3. Utilizing genomics to understand disease

Deep genomic phenotyping seeks predicting observable physical or biochemical characteristics (phenotypes) from DNA and the output from other -omics platforms. The approach makes use of forefront techniques, biostatistical and bioinformatic analysis for the identification of (novel) biological pathways underlying rare and common diseases.

4. Innovative use of analytical methods and -omics databases

Our group applies cutting-edge methods for the analysis of genomic- and phenomic- BIG-data, including the use of AI approaches, such as machine learning (ML) in secure data environments and trusted pipelines. The ML techniques seeks the improvement of genetic prediction (from PRS), expand assessments for genomic studies (imputation) and integration of phenotypic and genetic classification. 
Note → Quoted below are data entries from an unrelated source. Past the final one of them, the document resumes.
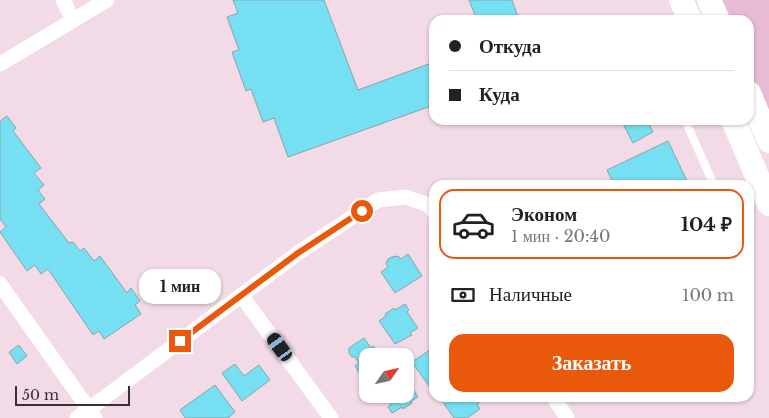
<!DOCTYPE html>
<html lang="ru">
<meta charset="utf-8">
<style>
:root{--surface:#fff;--page:#f6f6f6;--text:#222;--muted:#767676;--line:#e0e0e0;--accent:#ea580c}
body{margin:0;font-family:"Libre Baskerville",serif;background:var(--page);color:var(--text);height:100vh;display:flex;flex-direction:column;font-size:19px;white-space:nowrap}
*{box-sizing:border-box;margin:0}
p{font-size:16px;color:var(--muted)}
.icon{flex:none;width:28px;height:28px;fill:none;stroke:currentColor;stroke-width:2;stroke-linecap:round;stroke-linejoin:round}
.map{position:relative;flex:1;overflow:hidden}
.panel{position:absolute;left:429px;top:180px;width:325px;height:222px;display:flex;flex-direction:column;background:var(--surface);border-radius:15px;box-shadow:0 1px 4px #0004}
.panel>*{flex:none}
.banner{position:absolute;left:429px;top:15px;width:325px;height:110px;border-radius:15px;box-shadow:0 1px 4px #0004;display:grid;align-content:center;height:110px;padding:0 20px;background:var(--surface)}
.needle{width:32px;rotate:56deg}
.buttons{position:absolute;left:359px;top:348px;display:grid;gap:10px}
.buttons a{display:grid;place-items:center;width:55px;height:55px;border-radius:10px;background:var(--surface);box-shadow:0 1px 4px #0004;font-size:25px}
.scale{position:absolute;left:15px;bottom:12px;width:115px;box-sizing:border-box;padding-left:5px;border:2px solid #382f34;border-top:0;font-size:14px;line-height:18px;white-space:nowrap;color:#382f34;-webkit-text-stroke:4px #f2dae7;paint-order:stroke}
.end{position:absolute;width:22px;height:22px;margin:-11px;border:6px solid #ea580c;background:#fff;box-shadow:0 0 0 2px #fff}
.from{border-radius:50%}
.bubble{position:absolute;height:35px;border-radius:15px;background:var(--surface);box-shadow:0 1px 4px #0004;font-size:16px;font-weight:700;line-height:35px;text-align:center}
.car{position:absolute;width:15px;height:30px;margin:-15px -8px;border-radius:6px;box-shadow:0 0 4px 1px #0007;background:linear-gradient(#222 24%,#8ab4d8 0 40%,#222 0 76%,#8ab4d8 0 86%,#222 0)}
.banner b{display:flex;align-items:center;gap:18px;height:48px;font-size:19px}
.banner b+b{border-top:1px solid var(--line)}
.banner i{width:12px;height:12px;background:var(--text)}
ul{padding:9px 0 0;list-style:none}
li{display:flex;align-items:center;gap:15px;height:70px;margin:0 10px 8px;padding:0 10px;border:2px solid transparent;border-radius:15px}
li div{flex:1}
li b{display:block;font-size:19px}
li em{font-style:normal;font-weight:700}
li.on{border-color:var(--accent)}
li>.icon{width:45px;height:45px;stroke-width:1.5}
.pay{display:flex;align-items:center;gap:12px;height:55px;padding:0 20px;font-size:19px}
.pay p{margin-inline-start:auto}
.action{display:flex;gap:10px;margin-top:auto;padding:10px 20px}
.action a{flex:1;height:58px;border-radius:15px;background:var(--accent);color:#fff;font-size:20px;font-weight:700;line-height:58px;text-align:center}
.map>svg:first-child{display:block}
</style>
<div class="map">
<svg width="769" height="418" viewBox="0 0 769 418">
<rect width="100%" height="100%" fill="#f2dae7"/>
<!-- green -->
<path fill="#e8bbd4" d="M718,0H769V118L749,71V20H727Z"/>
<!-- building -->
<g fill="#77dff2" stroke="#89a4aa">
<path d="M233,0H324L358,90L434,62V105L288,157L274,118L263,122L251,89L246,91L232,52L239,50L227,17L238,13Z"/>
<path d="M469,0H512L519,20H477Z"/>
<path d="M7,116L16,128L13,131L41,168L34,173L44,185L38,190L45,199L39,204L69,243L73,242L80,251L84,248L94,261L100,256L127,293L131,288L140,301L135,305L141,314L104,339L99,331L93,335L48,269L41,274L35,265L27,271L0,232L6,227L0,219V121Z"/>
<path d="M621,120H647L653,132L633,143Z"/>
<path d="M668,141L689,185H614L607,170Z"/>
<path d="M408,254L422,276L395,293L381,272L388,267L386,264L388,259L392,257L398,256L401,259Z"/>
<path d="M405,304L409,310L407,312L418,328L410,333L412,335L395,344L379,321L386,316L385,314L394,308L395,310Z"/>
<path d="M364,338L371,348L373,346L380,356H368V376L363,379L355,366L359,363L355,357H352L349,353V348Z"/>
<path d="M19,345L27,356L17,364L9,352Z"/>
<path d="M434,347V387L431,389L412,362Z"/>
<path d="M235,364L244,376L259,365L270,380L242,401L222,373Z"/>
<path d="M405,377L418,397L411,401L412,403L403,409L402,407L392,413L388,407L391,405L383,394H405Z"/>
<path d="M215,385L235,412L228,418H185L180,410Z"/>
<path d="M440,398H481V401L477,404L480,409L467,418H454Z"/>
</g>
<g fill="none" stroke-linecap="round" stroke-linejoin="round">
<!-- lane -->
<path stroke="#fff" stroke-width="8" d="M685,120L714,185"/>
<!-- street -->
<g stroke="#fff" stroke-width="15">
<path d="M63,0L73,20"/>
<path d="M0,64L107,0"/>
<path d="M0,284L95,418"/>
<path d="M241,295L331,418"/>
<path d="M554,398L567,418"/>
<path d="M77,418L298,253L378,200L405,197L429,205L434,212"/>
</g>
<!-- primary -->
<g stroke="#fff" stroke-width="24">
<path d="M681,0L690,20"/>
<path d="M709,0L718,20"/>
<path d="M749,93L769,141"/>
<path d="M733,120L769,204"/>
</g>
</g>
<g fill="none" stroke-linecap="round" stroke-linejoin="round">
<!-- route -->
<path stroke="#ea580c" stroke-width="6" d="M180,341L298,253L362,211"/>
</g>
</svg>
<div class="buttons">
<a><svg class="needle" viewBox="-14 -14 28 28"><path d="M0-13l5 13h-10z" fill="#e53935"/><path d="M0 13l5-13h-10z" fill="#767676"/></svg></a>
</div>
<div class="scale">50 m</div>
<i class="end from" style="left:362px;top:211px"></i>
<i class="end" style="left:180px;top:341px"></i>
<div class="bubble" style="left:139px;top:269px;width:82px">1 мин</div>
<i class="car" style="left:280px;top:347px;rotate:324deg"></i>
<div class="banner">
<b><i class="from"></i>Откуда</b>
<b><i></i>Куда</b>
</div>
<section class="panel">
<ul>
<li class="on"><svg class="icon" aria-label="car" viewBox="0 0 24 24"><path d="M5 17H2v-5l4-1 3-4h7l3 4 3 1v5h-3M9 17h6M6 11h13"/><circle cx="7" cy="17" r="2"/><circle cx="17" cy="17" r="2"/></svg><div><b>Эконом</b><p>1 мин · 20:40</p></div><em>104 ₽</em></li>
</ul>
<div class="pay"><svg class="icon" aria-label="cash" viewBox="0 0 24 24"><path d="M3 7h18v10H3z"/><circle cx="12" cy="12" r="2"/></svg>Наличные<p>100 m</p></div>
<div class="action"><a>Заказать</a></div>
</section>
</div>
…and what about the BONES?

Within the musculoskeletal domain, our group is focused on understanding the genetic and environmental risk factors that influence the development of musculoskeletal disorders. This is a compelling area of research due to its complexity and its high burden on public health. By examining biomarkers across the lifespan, we aim to identify early indicators of conditions such as osteoporosis, sarcopenia, and frailty, which often lead to significant disability and a reduced quality of life in older adults. These conditions are multifactorial, involving a combination of genetic predisposition, lifestyle factors, and environmental influences.

Our long-term objective is to develop preventive interventions that can reduce the incidence or delay the onset of these conditions, with a particular emphasis on strategies that promote bone and muscle health from early life through to older age. We are committed to identifying effective biomarkers for early detection, developing targeted interventions, and advocating for policies and practices that support healthy aging. By focusing on promoting healthy beginnings, preventing the progression of disease, and fostering sustainable trajectories of health throughout the lifespan, we hope to enhance both the quality and longevity of life for individuals at risk of musculoskeletal disorders.

This research not only has the potential to transform clinical care by enabling more accurate diagnoses and treatments, but it also offers a pathway toward the prevention of age-related conditions that place a heavy burden on individuals, families, and healthcare systems worldwide.